Collected data
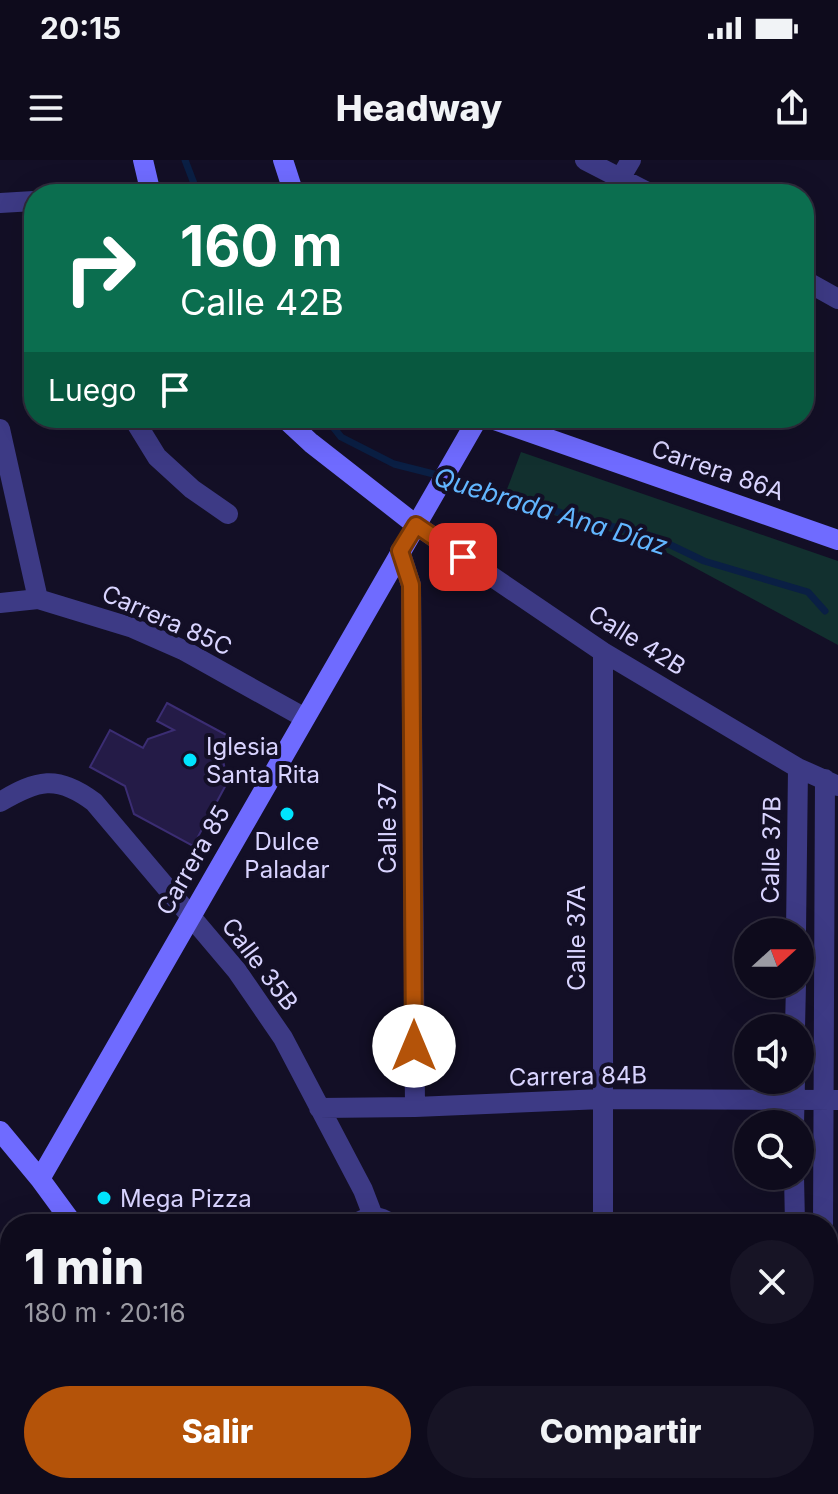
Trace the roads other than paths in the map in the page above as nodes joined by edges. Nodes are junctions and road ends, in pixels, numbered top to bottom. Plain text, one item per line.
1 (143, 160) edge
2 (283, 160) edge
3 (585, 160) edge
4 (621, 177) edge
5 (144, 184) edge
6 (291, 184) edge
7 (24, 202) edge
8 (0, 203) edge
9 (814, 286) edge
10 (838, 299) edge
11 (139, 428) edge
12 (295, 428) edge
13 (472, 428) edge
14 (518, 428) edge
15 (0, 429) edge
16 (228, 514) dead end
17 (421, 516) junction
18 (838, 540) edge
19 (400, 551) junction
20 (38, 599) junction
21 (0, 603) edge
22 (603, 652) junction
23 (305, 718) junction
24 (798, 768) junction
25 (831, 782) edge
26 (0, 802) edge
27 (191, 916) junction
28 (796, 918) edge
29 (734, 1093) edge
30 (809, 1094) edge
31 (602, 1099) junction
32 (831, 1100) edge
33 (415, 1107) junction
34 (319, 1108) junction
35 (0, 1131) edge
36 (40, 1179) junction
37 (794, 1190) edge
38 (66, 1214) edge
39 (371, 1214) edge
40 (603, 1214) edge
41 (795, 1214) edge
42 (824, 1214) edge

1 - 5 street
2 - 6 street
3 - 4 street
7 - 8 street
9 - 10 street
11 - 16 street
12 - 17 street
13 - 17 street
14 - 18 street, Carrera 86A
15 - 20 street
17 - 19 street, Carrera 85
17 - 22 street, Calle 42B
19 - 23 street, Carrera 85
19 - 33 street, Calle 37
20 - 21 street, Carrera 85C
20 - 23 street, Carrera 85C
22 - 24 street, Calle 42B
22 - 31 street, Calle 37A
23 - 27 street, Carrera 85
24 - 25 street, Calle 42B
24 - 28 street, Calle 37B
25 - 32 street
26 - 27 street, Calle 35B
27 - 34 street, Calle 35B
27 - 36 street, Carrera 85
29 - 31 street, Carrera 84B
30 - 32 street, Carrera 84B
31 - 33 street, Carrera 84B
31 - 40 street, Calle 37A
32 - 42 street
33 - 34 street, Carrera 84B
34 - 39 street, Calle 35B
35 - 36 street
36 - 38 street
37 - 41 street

» Exercise goal
For each line above that includes "Calle", make a copy.

» Response to this task
17 - 22 street, Calle 42B
19 - 33 street, Calle 37
22 - 24 street, Calle 42B
22 - 31 street, Calle 37A
24 - 25 street, Calle 42B
24 - 28 street, Calle 37B
26 - 27 street, Calle 35B
27 - 34 street, Calle 35B
31 - 40 street, Calle 37A
34 - 39 street, Calle 35B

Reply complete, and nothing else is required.